Appeared in the September 10th, 2018 issue of the New Yorker; read by the author on The Writer’s Voice: New Fiction from the New Yorker, September 4th

6,708 words

An engrossing story. At the end I worry that the main character is lost, that he will go on smoking crack (quite possible, and the author implies in an interview that he’s doomed) and never move to LA (almost certain). And I don’t want him to move to LA, because that way lies a miserable disillusionment—at least in my mind.

Sayrafiezadeh has, of course, been published in the New Yorker, which makes him the kind of success in his field that the main character dreams of being. I wonder what it’s like writing such a character from such a vantage point.

Hard and not much fun

“In his author’s note in the 1995 Best American Short Stories, [Steven] Polansky said that ‘Leg’ was ‘hard, and not much fun, to write.’ This was a new one to me — but he was on to something. My best work since then has been the stuff that has made me the most uncomfortable, and that I have been the most anxious about sending out into the world.”

—J. Robert Lennon (x)

Short story: “Border Crossing”

“Border Crossing,” by Ann Copeland

Appeared in The FiddleheadNo. 163 (Spring 1990) and No. 185 (Fiddlehead Gold)

Maybe 3,000 words?

I liked this story. The title seems to suggest what disturbs the main character: some kind of trespassing across the borders that divide his life as a father from his life as a man.

I’m curious about how a (presumably) female author approaches the interiority of a male character.

Short story: “The Specialist’s Hat”

“The Specialist’s Hat,” by Kelly Link

Collected in Pretty Monsters (Canongate Books), which won a Locus Award; the story also won the 1999 World Fantasy Award; read beautifully in Miette’s Bedtime Story Podcast

Not sure how many words

This story is so strange I wonder if it originated as a dream. Not the identical twins or their preoccupation with death/Death—those strike me as fairly conventional tropes in horror and the literature of the uncanny. But that hat, which doesn’t look like a hat, and which can mimic any sound … that belongs in the realm of dream. The ending is marvelous, with children’s games and poetry ambiguously bleeding into the real world.

Short story: “A Visit”

“A Visit,” by Steven Millhauser

Appeared in the New Yorker, August 25th, 1997 (online for subscribers); collected in The Knife-Thrower (1998); read by Richard Powers for the New Yorker Fiction Podcast, January 3rd, 2017

Maybe 4,000 words? Not long

This story feels sad to me—the failure of the narrator to make a meaningful connection with his old friend and his friend’s new wife. It occurs to me that this story could be a parable for a prejudiced person’s reaction to an interracial marriage, or a same-sex marriage, or perhaps a marriage to a transgender person or a severely handicapped person by someone who’s neither: How grotesque this is, how wrong! Yet the narrator does get an intimation of a real and healthy marriage, a thing he’s never achieved himself.

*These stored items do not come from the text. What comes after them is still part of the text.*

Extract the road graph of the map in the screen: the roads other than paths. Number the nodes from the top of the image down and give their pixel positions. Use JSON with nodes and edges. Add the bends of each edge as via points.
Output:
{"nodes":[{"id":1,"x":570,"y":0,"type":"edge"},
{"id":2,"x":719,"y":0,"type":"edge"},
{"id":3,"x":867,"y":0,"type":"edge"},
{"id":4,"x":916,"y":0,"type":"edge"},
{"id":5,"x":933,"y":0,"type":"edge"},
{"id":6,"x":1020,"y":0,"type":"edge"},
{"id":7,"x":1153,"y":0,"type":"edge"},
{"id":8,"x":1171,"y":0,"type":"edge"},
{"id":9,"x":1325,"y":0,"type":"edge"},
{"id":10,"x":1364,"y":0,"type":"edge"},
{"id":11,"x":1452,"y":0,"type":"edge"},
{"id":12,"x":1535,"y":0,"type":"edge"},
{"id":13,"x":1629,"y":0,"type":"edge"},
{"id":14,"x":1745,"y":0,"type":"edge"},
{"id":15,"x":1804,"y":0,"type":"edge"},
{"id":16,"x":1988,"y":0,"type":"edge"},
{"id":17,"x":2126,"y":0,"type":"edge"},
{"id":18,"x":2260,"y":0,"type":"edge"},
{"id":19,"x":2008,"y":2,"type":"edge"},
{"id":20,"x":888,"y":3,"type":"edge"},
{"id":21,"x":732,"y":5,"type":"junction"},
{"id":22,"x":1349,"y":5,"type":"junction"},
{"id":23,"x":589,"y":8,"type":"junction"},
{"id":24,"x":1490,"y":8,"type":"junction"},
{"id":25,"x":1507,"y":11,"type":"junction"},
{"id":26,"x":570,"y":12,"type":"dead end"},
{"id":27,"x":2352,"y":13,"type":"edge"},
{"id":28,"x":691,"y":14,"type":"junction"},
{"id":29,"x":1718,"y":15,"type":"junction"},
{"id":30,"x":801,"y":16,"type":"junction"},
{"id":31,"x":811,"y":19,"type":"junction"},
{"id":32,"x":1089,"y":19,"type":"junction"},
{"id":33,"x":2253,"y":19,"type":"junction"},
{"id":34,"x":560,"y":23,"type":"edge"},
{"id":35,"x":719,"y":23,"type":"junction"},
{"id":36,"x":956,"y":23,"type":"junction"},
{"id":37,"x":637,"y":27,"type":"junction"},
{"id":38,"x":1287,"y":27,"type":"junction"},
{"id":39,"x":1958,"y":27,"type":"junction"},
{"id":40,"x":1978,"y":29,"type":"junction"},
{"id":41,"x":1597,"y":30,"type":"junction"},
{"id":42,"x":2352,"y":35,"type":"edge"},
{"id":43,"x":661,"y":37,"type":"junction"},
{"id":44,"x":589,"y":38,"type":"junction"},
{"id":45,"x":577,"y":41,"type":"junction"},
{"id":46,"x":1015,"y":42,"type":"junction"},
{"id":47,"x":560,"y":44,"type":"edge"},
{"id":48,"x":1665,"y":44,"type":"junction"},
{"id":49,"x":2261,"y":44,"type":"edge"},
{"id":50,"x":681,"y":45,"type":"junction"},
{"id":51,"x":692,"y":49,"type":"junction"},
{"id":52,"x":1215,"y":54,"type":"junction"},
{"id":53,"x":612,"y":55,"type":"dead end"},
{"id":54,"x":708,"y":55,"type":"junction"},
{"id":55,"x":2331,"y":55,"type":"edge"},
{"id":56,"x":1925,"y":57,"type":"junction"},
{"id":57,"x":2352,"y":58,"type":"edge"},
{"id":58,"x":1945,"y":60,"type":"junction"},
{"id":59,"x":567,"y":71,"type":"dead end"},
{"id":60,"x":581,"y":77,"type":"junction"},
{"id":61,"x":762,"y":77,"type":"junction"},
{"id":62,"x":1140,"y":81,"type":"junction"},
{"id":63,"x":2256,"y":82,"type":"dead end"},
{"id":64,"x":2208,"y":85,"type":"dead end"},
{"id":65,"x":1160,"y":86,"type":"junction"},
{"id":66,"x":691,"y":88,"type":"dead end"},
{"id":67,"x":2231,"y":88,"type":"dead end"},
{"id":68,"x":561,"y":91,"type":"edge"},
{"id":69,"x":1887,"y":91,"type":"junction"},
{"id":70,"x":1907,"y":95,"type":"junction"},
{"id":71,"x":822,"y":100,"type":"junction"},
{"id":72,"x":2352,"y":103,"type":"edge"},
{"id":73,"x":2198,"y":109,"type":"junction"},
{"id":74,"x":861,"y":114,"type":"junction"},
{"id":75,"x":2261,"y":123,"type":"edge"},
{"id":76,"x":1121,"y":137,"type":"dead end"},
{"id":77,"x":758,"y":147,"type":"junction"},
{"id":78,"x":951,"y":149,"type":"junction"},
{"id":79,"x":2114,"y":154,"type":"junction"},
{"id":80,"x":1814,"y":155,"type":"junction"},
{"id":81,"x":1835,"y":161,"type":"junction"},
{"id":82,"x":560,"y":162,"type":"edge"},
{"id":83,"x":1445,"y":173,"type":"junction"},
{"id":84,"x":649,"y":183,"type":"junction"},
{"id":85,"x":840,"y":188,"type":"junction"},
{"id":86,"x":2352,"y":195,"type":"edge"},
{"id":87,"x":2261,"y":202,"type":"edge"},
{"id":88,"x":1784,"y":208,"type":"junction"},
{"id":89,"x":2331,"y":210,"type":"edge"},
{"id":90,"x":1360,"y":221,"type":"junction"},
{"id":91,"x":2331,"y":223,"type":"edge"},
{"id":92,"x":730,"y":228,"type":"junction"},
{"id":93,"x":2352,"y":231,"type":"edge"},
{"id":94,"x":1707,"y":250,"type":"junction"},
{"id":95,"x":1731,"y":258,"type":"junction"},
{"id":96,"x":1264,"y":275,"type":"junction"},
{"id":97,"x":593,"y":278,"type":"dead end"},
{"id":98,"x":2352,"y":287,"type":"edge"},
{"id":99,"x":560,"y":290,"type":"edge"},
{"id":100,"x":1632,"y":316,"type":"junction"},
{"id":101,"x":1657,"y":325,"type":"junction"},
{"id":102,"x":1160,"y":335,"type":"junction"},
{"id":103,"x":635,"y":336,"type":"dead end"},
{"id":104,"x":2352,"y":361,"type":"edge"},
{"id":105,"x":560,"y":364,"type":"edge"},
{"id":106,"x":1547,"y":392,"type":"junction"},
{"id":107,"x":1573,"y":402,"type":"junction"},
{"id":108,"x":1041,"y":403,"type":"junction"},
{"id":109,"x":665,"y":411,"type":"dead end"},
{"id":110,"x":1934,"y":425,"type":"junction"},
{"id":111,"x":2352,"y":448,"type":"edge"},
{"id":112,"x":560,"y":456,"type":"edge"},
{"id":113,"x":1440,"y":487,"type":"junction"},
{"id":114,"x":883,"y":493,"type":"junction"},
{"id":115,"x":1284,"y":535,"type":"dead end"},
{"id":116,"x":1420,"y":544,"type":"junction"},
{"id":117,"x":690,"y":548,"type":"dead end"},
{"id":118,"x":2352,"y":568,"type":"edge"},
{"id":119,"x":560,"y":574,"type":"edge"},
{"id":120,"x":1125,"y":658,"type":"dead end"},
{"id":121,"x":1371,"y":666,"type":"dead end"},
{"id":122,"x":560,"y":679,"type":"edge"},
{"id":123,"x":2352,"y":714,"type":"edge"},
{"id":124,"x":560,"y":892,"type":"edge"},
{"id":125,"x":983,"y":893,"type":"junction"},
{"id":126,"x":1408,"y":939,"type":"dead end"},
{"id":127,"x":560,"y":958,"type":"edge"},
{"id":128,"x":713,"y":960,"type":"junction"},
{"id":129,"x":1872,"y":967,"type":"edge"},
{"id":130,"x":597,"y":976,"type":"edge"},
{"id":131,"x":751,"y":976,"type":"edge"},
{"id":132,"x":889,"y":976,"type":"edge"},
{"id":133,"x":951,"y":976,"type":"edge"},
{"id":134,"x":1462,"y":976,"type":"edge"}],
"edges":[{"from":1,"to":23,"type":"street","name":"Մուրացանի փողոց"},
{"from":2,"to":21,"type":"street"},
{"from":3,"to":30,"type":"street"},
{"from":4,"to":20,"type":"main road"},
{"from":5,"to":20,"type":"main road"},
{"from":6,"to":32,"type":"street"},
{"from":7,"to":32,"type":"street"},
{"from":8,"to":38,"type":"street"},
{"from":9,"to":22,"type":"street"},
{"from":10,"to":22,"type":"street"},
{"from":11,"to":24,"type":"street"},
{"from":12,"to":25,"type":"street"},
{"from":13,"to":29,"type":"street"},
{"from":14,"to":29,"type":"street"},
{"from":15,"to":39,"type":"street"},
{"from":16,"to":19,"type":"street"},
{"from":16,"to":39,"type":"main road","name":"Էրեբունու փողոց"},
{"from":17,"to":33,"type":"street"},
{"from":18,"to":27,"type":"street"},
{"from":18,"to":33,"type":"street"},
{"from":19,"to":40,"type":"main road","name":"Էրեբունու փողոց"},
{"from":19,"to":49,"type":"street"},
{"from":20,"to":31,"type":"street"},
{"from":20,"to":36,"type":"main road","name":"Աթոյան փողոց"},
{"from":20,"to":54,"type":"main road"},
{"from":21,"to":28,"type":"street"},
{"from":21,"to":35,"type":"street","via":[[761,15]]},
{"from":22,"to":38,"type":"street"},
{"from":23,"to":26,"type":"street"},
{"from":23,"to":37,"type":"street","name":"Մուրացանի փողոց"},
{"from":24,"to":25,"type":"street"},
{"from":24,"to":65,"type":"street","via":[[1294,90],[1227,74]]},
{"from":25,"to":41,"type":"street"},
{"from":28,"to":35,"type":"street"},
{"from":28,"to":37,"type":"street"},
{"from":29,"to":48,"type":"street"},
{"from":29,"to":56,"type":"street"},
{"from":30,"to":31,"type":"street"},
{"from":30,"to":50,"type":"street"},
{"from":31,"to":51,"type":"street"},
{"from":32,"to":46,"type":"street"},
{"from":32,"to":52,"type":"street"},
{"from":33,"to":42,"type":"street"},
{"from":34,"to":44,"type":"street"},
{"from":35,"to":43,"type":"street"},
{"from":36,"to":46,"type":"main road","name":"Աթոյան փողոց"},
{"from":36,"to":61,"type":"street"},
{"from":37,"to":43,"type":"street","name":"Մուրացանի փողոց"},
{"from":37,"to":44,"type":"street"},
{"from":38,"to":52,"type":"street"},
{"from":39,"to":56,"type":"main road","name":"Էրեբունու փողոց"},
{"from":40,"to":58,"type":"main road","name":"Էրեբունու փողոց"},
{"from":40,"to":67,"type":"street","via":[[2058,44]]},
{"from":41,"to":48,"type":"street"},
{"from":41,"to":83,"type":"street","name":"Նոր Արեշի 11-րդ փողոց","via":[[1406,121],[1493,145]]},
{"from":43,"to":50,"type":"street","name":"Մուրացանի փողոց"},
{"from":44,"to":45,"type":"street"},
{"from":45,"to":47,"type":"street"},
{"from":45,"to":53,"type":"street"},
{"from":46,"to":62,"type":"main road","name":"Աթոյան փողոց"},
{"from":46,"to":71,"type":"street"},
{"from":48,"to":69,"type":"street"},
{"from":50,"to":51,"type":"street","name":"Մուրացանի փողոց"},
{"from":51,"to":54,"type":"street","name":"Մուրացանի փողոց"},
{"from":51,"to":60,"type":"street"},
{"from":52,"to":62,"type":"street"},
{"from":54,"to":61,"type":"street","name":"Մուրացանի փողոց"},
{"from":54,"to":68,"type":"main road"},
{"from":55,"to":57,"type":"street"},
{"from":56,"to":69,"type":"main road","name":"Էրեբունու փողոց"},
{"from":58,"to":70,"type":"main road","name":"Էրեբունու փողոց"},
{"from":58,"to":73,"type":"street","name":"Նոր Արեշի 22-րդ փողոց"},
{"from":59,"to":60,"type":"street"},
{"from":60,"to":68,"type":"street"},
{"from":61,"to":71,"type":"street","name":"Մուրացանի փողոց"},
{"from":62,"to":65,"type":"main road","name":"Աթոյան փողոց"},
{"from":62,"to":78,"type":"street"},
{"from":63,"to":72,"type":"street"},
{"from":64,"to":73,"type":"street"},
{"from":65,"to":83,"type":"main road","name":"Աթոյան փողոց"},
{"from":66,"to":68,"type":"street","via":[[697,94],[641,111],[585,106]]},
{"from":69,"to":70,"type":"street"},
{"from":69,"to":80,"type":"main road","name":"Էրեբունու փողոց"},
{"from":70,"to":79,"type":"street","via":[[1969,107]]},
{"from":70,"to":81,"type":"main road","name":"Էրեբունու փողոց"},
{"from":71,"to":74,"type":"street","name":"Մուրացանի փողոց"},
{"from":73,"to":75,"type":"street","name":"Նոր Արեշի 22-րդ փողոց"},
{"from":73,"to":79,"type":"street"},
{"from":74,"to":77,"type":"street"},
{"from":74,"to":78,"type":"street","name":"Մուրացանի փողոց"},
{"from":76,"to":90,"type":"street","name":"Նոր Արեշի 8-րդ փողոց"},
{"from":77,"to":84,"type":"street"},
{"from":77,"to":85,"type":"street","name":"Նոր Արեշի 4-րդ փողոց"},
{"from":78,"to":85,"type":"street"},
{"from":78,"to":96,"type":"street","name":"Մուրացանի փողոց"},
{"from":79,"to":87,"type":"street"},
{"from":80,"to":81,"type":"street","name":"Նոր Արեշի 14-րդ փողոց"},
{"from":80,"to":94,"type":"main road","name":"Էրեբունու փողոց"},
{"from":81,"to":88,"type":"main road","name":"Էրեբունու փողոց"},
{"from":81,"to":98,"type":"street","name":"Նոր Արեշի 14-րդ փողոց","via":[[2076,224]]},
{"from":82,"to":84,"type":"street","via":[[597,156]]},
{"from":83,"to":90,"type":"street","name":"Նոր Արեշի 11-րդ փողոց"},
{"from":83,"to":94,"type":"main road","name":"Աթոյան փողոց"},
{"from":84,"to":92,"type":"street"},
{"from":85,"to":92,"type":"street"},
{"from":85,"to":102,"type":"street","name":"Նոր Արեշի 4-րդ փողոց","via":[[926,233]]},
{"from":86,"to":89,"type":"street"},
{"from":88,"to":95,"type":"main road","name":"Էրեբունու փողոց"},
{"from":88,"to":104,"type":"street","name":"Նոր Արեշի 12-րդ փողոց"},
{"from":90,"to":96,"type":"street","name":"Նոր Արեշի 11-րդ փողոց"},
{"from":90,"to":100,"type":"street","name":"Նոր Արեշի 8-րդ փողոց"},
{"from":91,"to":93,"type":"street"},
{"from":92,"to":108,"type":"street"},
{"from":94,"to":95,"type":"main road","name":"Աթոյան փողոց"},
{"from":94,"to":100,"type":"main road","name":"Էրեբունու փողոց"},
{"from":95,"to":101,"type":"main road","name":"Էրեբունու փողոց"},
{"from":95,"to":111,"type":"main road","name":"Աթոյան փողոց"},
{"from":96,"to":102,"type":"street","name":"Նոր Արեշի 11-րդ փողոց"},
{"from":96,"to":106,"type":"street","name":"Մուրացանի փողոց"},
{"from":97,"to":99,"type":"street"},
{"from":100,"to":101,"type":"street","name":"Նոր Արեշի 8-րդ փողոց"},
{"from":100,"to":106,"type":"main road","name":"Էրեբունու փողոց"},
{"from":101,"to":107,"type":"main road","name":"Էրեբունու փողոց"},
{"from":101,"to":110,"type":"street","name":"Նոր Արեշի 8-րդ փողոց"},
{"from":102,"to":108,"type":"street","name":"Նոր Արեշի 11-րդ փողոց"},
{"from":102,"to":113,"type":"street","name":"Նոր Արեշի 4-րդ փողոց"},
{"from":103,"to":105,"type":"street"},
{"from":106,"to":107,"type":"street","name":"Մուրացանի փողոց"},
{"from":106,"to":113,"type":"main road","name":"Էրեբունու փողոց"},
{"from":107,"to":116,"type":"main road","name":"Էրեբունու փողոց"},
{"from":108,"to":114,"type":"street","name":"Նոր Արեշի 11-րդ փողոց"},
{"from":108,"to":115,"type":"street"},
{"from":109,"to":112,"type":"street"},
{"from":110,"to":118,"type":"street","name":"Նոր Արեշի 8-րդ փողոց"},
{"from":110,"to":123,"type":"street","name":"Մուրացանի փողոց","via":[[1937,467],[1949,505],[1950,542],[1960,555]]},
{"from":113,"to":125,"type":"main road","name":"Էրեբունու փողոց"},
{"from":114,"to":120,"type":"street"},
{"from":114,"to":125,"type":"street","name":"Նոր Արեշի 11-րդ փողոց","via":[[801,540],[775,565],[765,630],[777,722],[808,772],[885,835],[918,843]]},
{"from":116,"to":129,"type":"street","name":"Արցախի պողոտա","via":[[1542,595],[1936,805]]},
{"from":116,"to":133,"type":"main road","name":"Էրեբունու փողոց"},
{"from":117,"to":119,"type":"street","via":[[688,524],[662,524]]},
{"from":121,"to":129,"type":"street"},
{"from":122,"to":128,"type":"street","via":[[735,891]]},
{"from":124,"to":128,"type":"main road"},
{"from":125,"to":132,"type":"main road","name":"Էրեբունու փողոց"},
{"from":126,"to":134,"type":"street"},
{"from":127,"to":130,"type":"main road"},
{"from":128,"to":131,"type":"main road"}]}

More good thoughts about singular they

“My use of their is socially motivated and, if you like, politically correct: a deliberate response to the socially and politically significant banning of our genderless pronoun by language legislators enforcing the notion that the male sex is the only one that counts. I consistently break a rule I consider to be not only fake but pernicious. I know what I’m doing and why.”